Claire, now 3, stayed on the PPI for less than a year.
“I am not certain I liked it or not,” Kolky said. “I did research on (the) internet about (the medication). I remember not liking the fact she was on it.”
Claire’s doctor recommended an H-2 blocker at first, but Claire didn’t tolerate it well and it wasn’t effective, Kolky said.
“He referred us to specialist, who then prescribed the PPI,” Kolky said. “She prescribed lansoprazole.”
Prevacid, which Dreffs mentioned, is a brand of lansoprazole.
“Claire was on it for under one year. It worked,” Kolky said. “Eventually, we just went off of it and she was fine. Turns out, she had cow’s milk protein intolerance and that definitely played a role."
Does timing and duration matter? Study says yes
If a family doctor or pediatrician has been pushing drugs such as PPIs, just know that there does seem to be a relationship between how long these children in the study took PPIs and their risk for bone fractures.
“Those taking them for a month or less were at a 19 percent greater hazard of bone breakage than infants who did not take the suppressors,” JAMA said. “Those taking the drugs for 60 days to 150 days were at 23 percent greater hazard, and those taking them longer than 150 days were at 42 percent increased hazard.”
And although most of these drugs are easily available over the counter, “Our study adds to a growing body of evidence suggesting [acid-reducing] medications are not safe for children, especially very young children,” the author of the study said, according to JAMA.
She added, “They should only be prescribed to treat confirmed serious cases of more severe, symptomatic, GERD -- and for the shortest length of time needed.”
But in adults, PPIs are a different story. For example, PPIs are known to be effective for adult treatment of GERD or other conditions.
The drugs, which JAMA said are prescribed for about 7.8 percent of the U.S. population, have recently come under scrutiny.
“In 2010-11, they were linked to a heightened susceptibility to hip and other fractures in the elderly, prompting the FDA to issue a warning,” the report said. “This July, a report suggested that they may contribute to early death among adults, based on an analysis of 350,000 people in the U.S. Veterans Affairs database.”
Given this information, some pediatricians cited in the JAMA report said it’s worrisome that the drugs are being used to suppress something as natural in infants as GER.
Remember earlier when we mentioned GER vs. GERD?
GERD is much more corrosive -- but less than 5 percent of babies have GERD.
“Reflux (or GER) can be severe enough that it can cause other problems, but generally, reflux in an infant is just annoying,” McGeorge said. “(Although) reflux that is chronic in an adult can lead to esophageal problems long-term.”
So, the distinction is important.
So, how do you know what to do, or who to trust, if you have a baby who spits up? What should parents make of all this information? How does one determine if it's just a case of mild reflux, or if it could continue further into childhood or adulthood?

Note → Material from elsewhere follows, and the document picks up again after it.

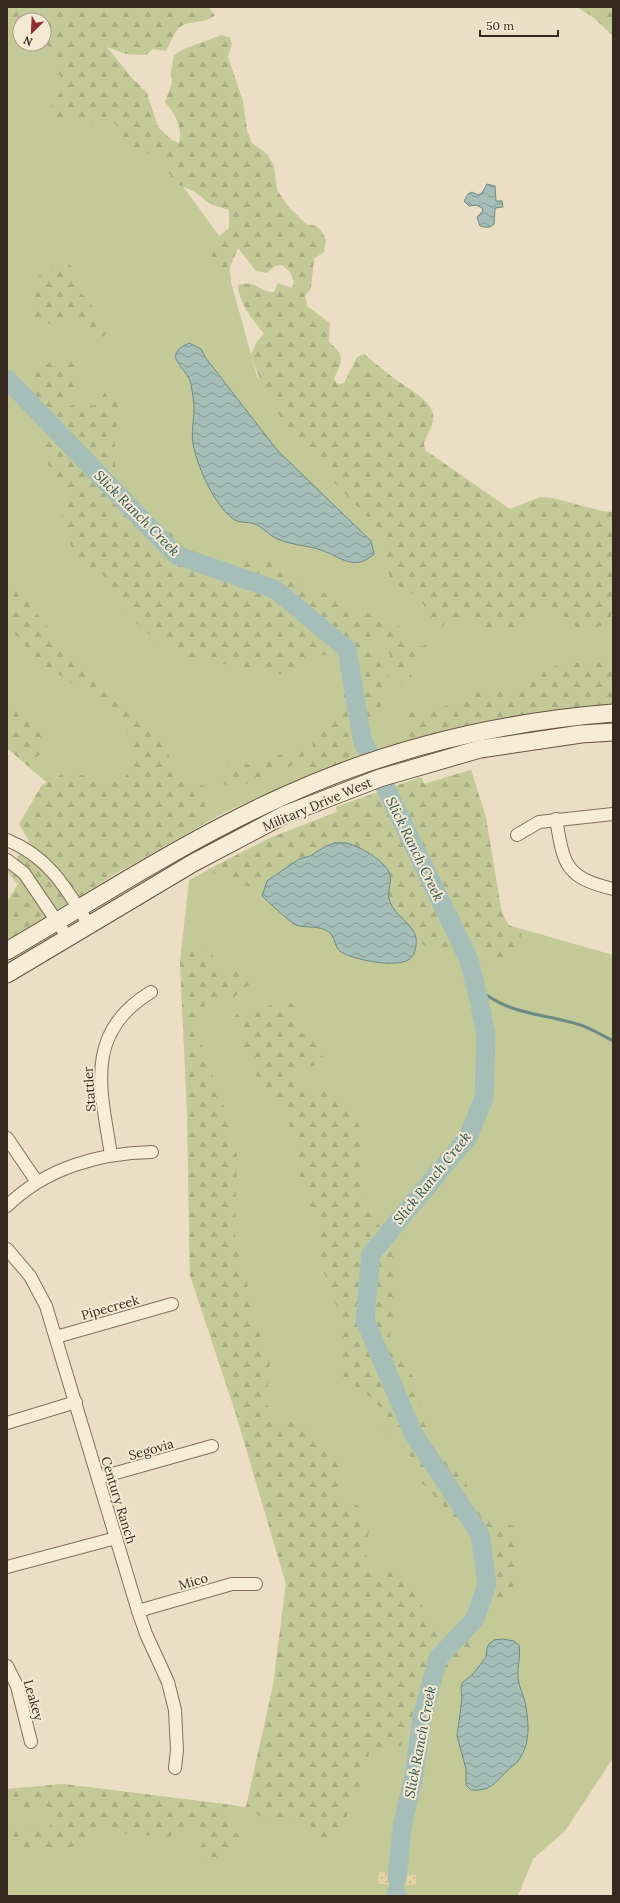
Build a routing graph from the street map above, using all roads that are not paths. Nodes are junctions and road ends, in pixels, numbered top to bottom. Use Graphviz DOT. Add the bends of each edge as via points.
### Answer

An expert from the University of Massachusetts said in the report that she is taking a wait-and-see attitude about the study.
“This is just one more association study. Causality remains elusive,” she said, referring to previous studies linking PPI use to bone fractures in adults and the elderly population. “But that doesn’t mean you should ignore the drumbeat. It is possible that the era of considering these to be scot-free medications where you need not worry about side effects is over.”

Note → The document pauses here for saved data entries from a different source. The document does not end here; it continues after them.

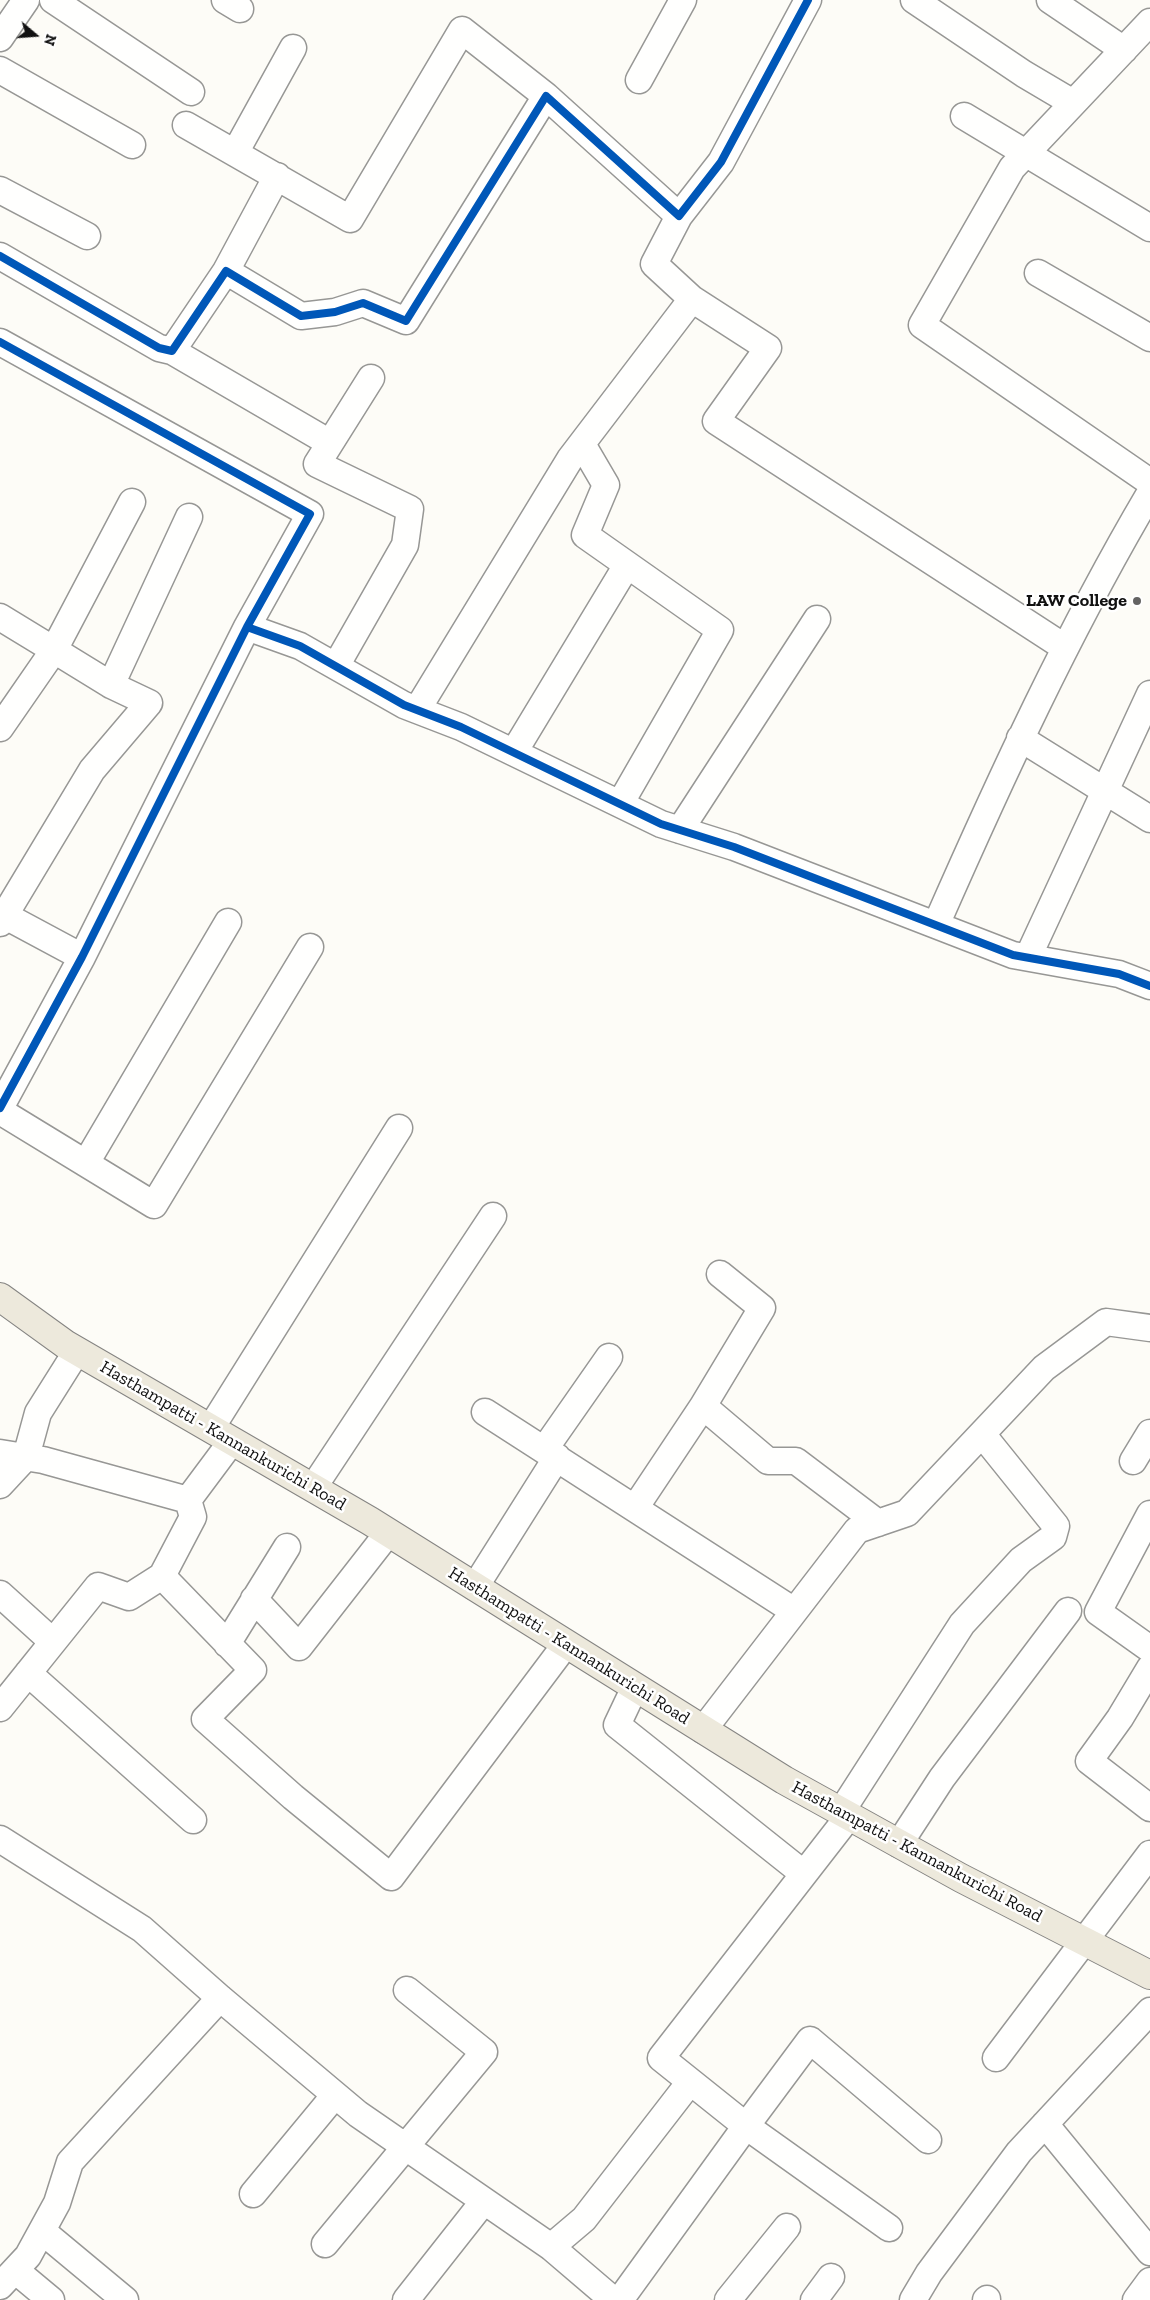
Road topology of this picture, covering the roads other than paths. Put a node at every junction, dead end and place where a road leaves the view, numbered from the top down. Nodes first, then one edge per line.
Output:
1 (26, 0) edge
2 (53, 0) edge
3 (683, 0) edge
4 (808, 0) edge
5 (914, 0) edge
6 (1050, 0) edge
7 (1150, 22) edge
8 (0, 36) edge
9 (293, 48) dead end
10 (1124, 50) junction
11 (0, 70) edge
12 (639, 80) dead end
13 (191, 92) dead end
14 (546, 96) junction
15 (1073, 103) junction
16 (964, 116) dead end
17 (186, 125) dead end
18 (132, 145) dead end
19 (235, 153) junction
20 (1025, 154) junction
21 (277, 176) junction
22 (0, 190) edge
23 (679, 216) junction
24 (1150, 228) edge
25 (87, 236) dead end
26 (0, 256) edge
27 (226, 271) junction
28 (1038, 274) dead end
29 (692, 299) junction
30 (1150, 338) edge
31 (0, 342) edge
32 (172, 351) junction
33 (371, 378) dead end
34 (330, 443) junction
35 (582, 444) junction
36 (1150, 482) edge
37 (1150, 493) edge
38 (132, 502) dead end
39 (189, 517) dead end
40 (627, 564) junction
41 (0, 617) edge
42 (817, 619) dead end
43 (247, 627) junction
44 (1064, 647) junction
45 (54, 650) junction
46 (336, 666) junction
47 (111, 685) junction
48 (1150, 694) edge
49 (416, 710) junction
50 (0, 728) edge
51 (1020, 738) junction
52 (514, 752) junction
53 (1105, 792) junction
54 (620, 804) junction
55 (1150, 819) edge
56 (680, 830) junction
57 (1, 917) edge
58 (228, 922) dead end
59 (936, 925) junction
60 (310, 947) dead end
61 (82, 957) junction
62 (1028, 957) junction
63 (1150, 986) edge
64 (0, 1110) edge
65 (399, 1128) dead end
66 (86, 1163) junction
67 (493, 1216) dead end
68 (720, 1274) dead end
69 (0, 1297) edge
70 (1150, 1328) edge
71 (77, 1351) junction
72 (609, 1357) dead end
73 (703, 1406) junction
74 (485, 1412) dead end
75 (1150, 1433) edge
76 (982, 1434) junction
77 (221, 1435) junction
78 (0, 1453) edge
79 (550, 1454) junction
80 (26, 1458) junction
81 (1133, 1461) dead end
82 (0, 1485) edge
83 (313, 1488) junction
84 (188, 1500) junction
85 (635, 1508) junction
86 (1150, 1514) edge
87 (878, 1523) junction
88 (388, 1533) junction
89 (287, 1547) dead end
90 (162, 1576) junction
91 (475, 1587) junction
92 (0, 1594) edge
93 (254, 1600) junction
94 (794, 1611) junction
95 (1068, 1611) dead end
96 (53, 1642) junction
97 (227, 1644) junction
98 (566, 1644) junction
99 (1150, 1649) edge
100 (1150, 1668) edge
101 (28, 1674) junction
102 (635, 1687) junction
103 (0, 1708) edge
104 (703, 1730) junction
105 (1150, 1808) edge
106 (845, 1814) junction
107 (193, 1820) dead end
108 (0, 1838) edge
109 (899, 1844) junction
110 (1150, 1854) edge
111 (804, 1874) junction
112 (1083, 1941) junction
113 (1150, 1975) edge
114 (407, 1990) dead end
115 (220, 1998) junction
116 (1150, 2011) edge
117 (996, 2058) dead end
118 (690, 2082) junction
119 (335, 2095) junction
120 (1045, 2124) junction
121 (746, 2126) junction
122 (928, 2140) dead end
123 (404, 2146) junction
124 (253, 2194) dead end
125 (484, 2201) junction
126 (787, 2227) dead end
127 (889, 2228) dead end
128 (42, 2231) junction
129 (326, 2244) dead end
130 (551, 2247) junction
131 (1150, 2252) edge
132 (831, 2277) dead end
133 (7, 2278) edge
134 (1150, 2281) edge
135 (51, 2300) edge
136 (126, 2300) edge
137 (406, 2300) edge
138 (613, 2300) edge
139 (620, 2300) edge
140 (728, 2300) edge
141 (814, 2300) edge
142 (913, 2300) edge
143 (1136, 2300) edge

1 - 8 street
2 - 13 street
3 - 12 street
4 - 23 street
5 - 15 street
6 - 10 street
7 - 10 street
9 - 19 street
10 - 15 street
11 - 18 street
14 - 21 street
14 - 23 street
14 - 27 street
15 - 20 street
16 - 20 street
17 - 19 street
19 - 21 street
20 - 24 street
20 - 36 street
21 - 27 street
22 - 25 street
23 - 29 street
26 - 32 street
27 - 32 street
28 - 30 street
29 - 35 street
29 - 44 street
31 - 43 street
32 - 34 street
33 - 34 street
34 - 46 street
35 - 40 street
35 - 49 street
37 - 44 street
38 - 45 street
39 - 47 street
40 - 52 street
40 - 54 street
41 - 45 street
42 - 56 street
43 - 46 street
43 - 61 street
44 - 51 street
45 - 47 street
45 - 50 street
46 - 49 street
47 - 57 street
48 - 53 street
49 - 52 street
51 - 53 street
51 - 59 street
52 - 54 street
53 - 55 street
53 - 62 street
54 - 56 street
56 - 59 street
57 - 61 street
58 - 66 street
59 - 62 street
60 - 66 street
61 - 64 street
62 - 63 street
64 - 66 street
65 - 77 street
67 - 83 street
68 - 73 street
69 - 71 main road, Hasthampatti - Kannankurichi Road
70 - 76 street
71 - 77 main road, Hasthampatti - Kannankurichi Road
71 - 80 street
72 - 79 street
73 - 85 street
73 - 87 street
74 - 79 street
75 - 81 street
76 - 87 street
76 - 106 street
77 - 83 main road, Hasthampatti - Kannankurichi Road
77 - 84 street
78 - 80 street
79 - 85 street
79 - 91 street
80 - 82 street
80 - 84 street
83 - 88 main road, Hasthampatti - Kannankurichi Road
84 - 90 street
85 - 94 street
86 - 99 street
87 - 94 street
88 - 91 main road, Hasthampatti - Kannankurichi Road
88 - 93 street
89 - 93 street
90 - 96 street
90 - 97 street
91 - 98 main road, Hasthampatti - Kannankurichi Road
92 - 96 street
93 - 97 street
94 - 104 street
95 - 109 street
96 - 101 street
97 - 98 street
98 - 102 main road, Hasthampatti - Kannankurichi Road
100 - 105 street
101 - 103 street
101 - 107 street
102 - 104 main road, Hasthampatti - Kannankurichi Road
102 - 111 street
104 - 106 main road, Hasthampatti - Kannankurichi Road
106 - 109 main road, Hasthampatti - Kannankurichi Road
106 - 111 street
108 - 115 street
109 - 112 main road, Hasthampatti - Kannankurichi Road
110 - 112 street
111 - 118 street
112 - 113 main road, Hasthampatti - Kannankurichi Road
112 - 117 street
114 - 123 street
115 - 119 street
115 - 128 street
116 - 120 street
118 - 121 street
118 - 130 street
119 - 123 street
119 - 124 street
120 - 131 street
120 - 142 street
121 - 122 street
121 - 127 street
121 - 139 street
123 - 125 street
123 - 129 street
125 - 130 street
125 - 137 street
126 - 140 street
128 - 133 street
128 - 136 street
130 - 138 street
132 - 141 street
133 - 135 street
134 - 143 street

McGeorge concluded, “I think this is a situation where doctors are using medication because they have been encouraged to by the manufacturers, and they have a problem (which is reflux) that now has a potential solution. On the other hand, I don’t think there’s any need to treat the majority of cases of reflux.”
As always, if you're wondering about your child's unique circumstances, chat with your family doctor or pediatrician.